• _Assigned task_
Go through the data and copy every line in which "Drive" appears.

┄┄┄┄┄┄┄┄┄┄┄┄┄┄┄┄┄┄┄┄

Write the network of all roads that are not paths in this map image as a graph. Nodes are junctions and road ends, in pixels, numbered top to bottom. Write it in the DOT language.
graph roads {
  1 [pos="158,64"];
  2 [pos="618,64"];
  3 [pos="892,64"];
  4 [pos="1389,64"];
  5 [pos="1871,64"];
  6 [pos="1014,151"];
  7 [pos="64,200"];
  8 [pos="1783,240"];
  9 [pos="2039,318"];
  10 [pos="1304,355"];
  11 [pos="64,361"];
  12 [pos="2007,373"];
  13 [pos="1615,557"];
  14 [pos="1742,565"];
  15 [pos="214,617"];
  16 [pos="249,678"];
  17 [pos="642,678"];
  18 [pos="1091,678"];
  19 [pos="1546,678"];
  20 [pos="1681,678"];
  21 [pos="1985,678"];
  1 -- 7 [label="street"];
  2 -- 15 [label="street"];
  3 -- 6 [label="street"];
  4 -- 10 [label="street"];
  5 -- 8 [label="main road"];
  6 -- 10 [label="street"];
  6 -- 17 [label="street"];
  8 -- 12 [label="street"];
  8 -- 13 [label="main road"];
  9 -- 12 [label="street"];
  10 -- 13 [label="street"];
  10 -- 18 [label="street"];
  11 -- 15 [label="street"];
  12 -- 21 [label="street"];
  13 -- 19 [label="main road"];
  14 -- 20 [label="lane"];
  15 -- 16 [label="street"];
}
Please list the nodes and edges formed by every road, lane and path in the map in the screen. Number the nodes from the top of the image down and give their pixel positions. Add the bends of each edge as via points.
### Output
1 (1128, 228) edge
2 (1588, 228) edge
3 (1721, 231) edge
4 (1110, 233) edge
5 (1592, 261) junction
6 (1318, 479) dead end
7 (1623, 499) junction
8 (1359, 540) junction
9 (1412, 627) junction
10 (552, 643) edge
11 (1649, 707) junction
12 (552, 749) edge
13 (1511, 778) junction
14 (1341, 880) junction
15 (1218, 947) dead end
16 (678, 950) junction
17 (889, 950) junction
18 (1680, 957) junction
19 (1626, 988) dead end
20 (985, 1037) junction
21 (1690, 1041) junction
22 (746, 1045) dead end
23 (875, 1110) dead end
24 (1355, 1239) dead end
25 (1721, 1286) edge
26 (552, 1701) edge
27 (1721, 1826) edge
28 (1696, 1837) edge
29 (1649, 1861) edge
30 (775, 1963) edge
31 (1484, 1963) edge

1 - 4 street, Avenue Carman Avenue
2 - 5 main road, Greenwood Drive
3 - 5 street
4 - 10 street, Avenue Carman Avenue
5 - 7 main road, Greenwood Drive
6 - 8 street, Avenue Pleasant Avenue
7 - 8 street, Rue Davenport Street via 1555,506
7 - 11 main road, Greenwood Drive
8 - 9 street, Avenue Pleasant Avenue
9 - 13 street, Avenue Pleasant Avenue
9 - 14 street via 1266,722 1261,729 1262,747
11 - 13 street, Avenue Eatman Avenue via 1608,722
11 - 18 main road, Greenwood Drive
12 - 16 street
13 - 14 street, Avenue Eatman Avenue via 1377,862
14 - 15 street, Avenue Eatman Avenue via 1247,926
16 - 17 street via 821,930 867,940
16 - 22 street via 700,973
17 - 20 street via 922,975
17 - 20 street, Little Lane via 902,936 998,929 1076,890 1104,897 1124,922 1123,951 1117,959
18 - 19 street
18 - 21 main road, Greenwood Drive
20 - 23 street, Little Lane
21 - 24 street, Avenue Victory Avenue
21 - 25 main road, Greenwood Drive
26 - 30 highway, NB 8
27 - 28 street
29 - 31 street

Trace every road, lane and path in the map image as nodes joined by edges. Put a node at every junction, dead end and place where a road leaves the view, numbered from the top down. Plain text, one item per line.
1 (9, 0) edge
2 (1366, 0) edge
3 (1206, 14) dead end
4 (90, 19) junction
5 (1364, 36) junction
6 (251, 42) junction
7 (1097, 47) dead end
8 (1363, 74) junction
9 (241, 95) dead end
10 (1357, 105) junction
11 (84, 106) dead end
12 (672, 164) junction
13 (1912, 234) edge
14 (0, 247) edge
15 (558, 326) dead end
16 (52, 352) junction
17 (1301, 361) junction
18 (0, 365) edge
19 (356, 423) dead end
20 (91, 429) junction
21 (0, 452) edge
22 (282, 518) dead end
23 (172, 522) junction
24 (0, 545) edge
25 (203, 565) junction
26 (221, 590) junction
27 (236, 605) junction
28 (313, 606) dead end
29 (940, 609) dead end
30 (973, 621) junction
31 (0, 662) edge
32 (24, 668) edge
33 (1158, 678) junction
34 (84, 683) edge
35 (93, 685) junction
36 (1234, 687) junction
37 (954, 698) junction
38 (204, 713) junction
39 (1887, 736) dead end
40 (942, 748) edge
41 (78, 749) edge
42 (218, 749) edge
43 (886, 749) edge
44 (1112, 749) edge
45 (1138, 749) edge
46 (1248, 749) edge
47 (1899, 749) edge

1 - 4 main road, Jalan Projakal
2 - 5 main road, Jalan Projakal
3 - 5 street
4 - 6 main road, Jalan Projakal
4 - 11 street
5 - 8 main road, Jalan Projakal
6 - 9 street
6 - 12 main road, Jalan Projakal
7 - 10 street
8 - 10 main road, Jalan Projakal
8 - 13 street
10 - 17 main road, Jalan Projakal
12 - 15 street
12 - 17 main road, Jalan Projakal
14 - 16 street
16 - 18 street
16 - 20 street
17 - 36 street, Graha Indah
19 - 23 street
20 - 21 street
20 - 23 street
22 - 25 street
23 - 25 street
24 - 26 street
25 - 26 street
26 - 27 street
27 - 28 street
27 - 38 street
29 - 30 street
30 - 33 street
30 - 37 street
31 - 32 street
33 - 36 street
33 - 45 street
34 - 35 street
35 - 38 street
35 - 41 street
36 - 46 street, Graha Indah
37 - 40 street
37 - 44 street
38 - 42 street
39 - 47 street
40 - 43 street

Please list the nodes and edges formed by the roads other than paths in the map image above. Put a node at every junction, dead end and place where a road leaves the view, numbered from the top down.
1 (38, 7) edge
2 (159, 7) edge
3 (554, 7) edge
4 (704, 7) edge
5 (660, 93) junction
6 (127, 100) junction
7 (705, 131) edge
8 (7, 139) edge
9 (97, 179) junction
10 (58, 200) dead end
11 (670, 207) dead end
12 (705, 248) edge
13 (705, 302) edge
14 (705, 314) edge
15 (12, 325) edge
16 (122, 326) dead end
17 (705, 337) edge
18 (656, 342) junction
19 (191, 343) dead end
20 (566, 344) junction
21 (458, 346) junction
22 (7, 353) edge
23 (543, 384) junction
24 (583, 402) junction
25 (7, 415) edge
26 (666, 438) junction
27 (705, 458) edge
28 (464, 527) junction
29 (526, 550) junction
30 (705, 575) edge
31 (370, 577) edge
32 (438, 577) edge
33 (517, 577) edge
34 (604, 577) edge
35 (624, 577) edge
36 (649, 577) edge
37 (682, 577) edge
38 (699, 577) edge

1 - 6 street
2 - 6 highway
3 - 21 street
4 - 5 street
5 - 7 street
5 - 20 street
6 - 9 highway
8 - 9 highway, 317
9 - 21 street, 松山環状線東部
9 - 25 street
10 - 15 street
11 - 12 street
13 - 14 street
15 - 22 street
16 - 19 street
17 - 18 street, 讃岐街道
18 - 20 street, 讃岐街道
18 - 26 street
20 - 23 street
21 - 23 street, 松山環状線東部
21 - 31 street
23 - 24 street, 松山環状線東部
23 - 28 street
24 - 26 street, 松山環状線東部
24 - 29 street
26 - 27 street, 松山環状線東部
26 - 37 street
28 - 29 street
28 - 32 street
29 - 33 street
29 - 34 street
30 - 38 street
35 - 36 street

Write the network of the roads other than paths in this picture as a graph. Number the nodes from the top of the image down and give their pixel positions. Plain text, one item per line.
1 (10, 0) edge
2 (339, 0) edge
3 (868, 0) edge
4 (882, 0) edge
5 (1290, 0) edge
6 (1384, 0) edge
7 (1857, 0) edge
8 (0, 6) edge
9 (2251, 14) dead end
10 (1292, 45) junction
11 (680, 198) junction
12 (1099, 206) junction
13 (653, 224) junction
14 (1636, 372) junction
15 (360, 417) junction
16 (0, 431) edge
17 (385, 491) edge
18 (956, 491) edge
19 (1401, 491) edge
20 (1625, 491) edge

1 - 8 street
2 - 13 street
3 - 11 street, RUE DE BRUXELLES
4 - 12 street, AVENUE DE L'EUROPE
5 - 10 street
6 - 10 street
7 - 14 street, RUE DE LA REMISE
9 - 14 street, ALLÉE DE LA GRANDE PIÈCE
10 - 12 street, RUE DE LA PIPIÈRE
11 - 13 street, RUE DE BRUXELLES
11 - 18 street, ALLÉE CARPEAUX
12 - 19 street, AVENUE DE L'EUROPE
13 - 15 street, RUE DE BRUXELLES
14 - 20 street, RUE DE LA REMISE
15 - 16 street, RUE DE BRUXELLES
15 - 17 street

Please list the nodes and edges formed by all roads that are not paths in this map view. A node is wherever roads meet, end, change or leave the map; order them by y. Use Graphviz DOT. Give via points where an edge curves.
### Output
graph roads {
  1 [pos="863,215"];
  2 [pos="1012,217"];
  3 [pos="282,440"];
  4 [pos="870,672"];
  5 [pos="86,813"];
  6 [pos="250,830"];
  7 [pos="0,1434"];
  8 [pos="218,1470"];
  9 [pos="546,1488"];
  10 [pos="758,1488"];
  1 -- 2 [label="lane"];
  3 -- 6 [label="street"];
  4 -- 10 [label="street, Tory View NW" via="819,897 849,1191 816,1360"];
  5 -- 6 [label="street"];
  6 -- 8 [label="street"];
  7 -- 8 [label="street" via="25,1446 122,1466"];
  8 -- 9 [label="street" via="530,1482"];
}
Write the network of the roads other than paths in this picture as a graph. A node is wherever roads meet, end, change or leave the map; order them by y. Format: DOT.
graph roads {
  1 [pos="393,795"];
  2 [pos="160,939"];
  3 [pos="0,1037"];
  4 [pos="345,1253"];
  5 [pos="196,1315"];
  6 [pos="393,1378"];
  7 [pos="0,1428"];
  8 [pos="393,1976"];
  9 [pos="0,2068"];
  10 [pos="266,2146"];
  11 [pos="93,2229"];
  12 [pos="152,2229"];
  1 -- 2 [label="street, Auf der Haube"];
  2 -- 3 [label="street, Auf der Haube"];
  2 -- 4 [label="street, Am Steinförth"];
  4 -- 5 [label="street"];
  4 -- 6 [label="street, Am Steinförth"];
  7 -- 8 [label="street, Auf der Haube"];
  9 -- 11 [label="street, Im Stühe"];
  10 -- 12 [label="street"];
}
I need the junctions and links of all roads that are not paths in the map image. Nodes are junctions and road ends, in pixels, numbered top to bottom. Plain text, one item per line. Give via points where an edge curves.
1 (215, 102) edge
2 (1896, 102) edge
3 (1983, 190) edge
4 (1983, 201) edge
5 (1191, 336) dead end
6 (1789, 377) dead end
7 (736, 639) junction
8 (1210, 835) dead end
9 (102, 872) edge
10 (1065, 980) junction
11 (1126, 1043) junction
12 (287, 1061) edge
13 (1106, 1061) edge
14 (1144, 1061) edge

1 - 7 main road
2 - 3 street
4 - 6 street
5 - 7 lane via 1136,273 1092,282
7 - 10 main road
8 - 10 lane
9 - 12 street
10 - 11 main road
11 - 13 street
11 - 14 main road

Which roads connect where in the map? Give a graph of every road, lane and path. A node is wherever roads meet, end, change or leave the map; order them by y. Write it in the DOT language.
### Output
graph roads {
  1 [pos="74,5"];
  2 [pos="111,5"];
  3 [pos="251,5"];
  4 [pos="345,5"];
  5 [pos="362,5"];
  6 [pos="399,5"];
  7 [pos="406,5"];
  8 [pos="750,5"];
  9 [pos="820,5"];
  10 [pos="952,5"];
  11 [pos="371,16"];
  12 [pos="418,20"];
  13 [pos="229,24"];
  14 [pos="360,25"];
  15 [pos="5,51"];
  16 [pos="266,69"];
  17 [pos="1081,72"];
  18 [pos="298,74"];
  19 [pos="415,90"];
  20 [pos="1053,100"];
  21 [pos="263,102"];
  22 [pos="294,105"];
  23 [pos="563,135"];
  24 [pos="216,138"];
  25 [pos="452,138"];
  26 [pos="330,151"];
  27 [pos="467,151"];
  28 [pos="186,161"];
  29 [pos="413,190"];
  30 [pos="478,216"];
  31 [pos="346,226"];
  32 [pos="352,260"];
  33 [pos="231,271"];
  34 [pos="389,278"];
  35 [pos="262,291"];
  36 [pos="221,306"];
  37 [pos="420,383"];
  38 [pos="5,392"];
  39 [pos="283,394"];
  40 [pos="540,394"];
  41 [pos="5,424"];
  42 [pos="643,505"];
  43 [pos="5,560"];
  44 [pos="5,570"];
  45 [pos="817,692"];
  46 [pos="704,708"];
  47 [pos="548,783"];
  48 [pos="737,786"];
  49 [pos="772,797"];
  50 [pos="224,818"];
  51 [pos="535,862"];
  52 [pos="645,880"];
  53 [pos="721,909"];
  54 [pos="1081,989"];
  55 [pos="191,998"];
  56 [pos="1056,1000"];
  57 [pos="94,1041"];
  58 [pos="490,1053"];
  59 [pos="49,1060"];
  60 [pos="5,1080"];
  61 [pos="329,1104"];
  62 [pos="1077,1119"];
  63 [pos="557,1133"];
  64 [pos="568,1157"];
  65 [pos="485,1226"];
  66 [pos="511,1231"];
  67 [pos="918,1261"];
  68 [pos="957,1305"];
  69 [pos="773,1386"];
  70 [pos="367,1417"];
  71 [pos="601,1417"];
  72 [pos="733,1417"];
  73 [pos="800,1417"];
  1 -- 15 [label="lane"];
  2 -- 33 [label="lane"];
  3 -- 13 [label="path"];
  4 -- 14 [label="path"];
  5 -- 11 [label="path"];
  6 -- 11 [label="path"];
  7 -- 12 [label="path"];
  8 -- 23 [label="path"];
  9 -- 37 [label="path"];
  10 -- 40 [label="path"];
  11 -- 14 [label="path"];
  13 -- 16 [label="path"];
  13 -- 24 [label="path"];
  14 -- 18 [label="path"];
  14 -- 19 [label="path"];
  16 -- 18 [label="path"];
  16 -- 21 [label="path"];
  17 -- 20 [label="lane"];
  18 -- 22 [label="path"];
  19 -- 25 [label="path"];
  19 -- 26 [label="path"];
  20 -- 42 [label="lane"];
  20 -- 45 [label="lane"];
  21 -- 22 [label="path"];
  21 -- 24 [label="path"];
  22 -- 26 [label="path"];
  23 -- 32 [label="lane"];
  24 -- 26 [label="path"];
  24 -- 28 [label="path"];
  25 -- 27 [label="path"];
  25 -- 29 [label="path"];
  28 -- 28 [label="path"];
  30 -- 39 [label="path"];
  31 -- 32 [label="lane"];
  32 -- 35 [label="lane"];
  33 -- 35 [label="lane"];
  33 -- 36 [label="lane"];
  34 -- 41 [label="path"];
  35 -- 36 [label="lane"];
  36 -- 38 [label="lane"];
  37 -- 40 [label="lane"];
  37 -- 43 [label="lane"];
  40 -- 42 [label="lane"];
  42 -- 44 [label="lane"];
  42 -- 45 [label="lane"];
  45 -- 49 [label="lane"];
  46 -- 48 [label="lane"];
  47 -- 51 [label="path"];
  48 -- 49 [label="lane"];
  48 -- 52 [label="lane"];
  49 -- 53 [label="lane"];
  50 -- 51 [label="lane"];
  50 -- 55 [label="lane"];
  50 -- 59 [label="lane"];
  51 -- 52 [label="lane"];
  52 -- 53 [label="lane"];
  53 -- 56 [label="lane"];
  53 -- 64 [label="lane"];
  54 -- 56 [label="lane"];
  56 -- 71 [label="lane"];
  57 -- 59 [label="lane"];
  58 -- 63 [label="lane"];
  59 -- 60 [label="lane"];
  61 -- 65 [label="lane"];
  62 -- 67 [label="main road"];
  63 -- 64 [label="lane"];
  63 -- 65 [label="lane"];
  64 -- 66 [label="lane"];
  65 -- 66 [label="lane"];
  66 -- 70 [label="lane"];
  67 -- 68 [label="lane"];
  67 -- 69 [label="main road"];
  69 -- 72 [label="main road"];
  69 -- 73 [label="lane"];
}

┄┄┄┄┄┄┄┄┄┄┄┄┄┄┄┄┄┄┄┄

• _Reply to the task_
2 - 5 main road, Greenwood Drive
5 - 7 main road, Greenwood Drive
7 - 11 main road, Greenwood Drive
11 - 18 main road, Greenwood Drive
18 - 21 main road, Greenwood Drive
21 - 25 main road, Greenwood Drive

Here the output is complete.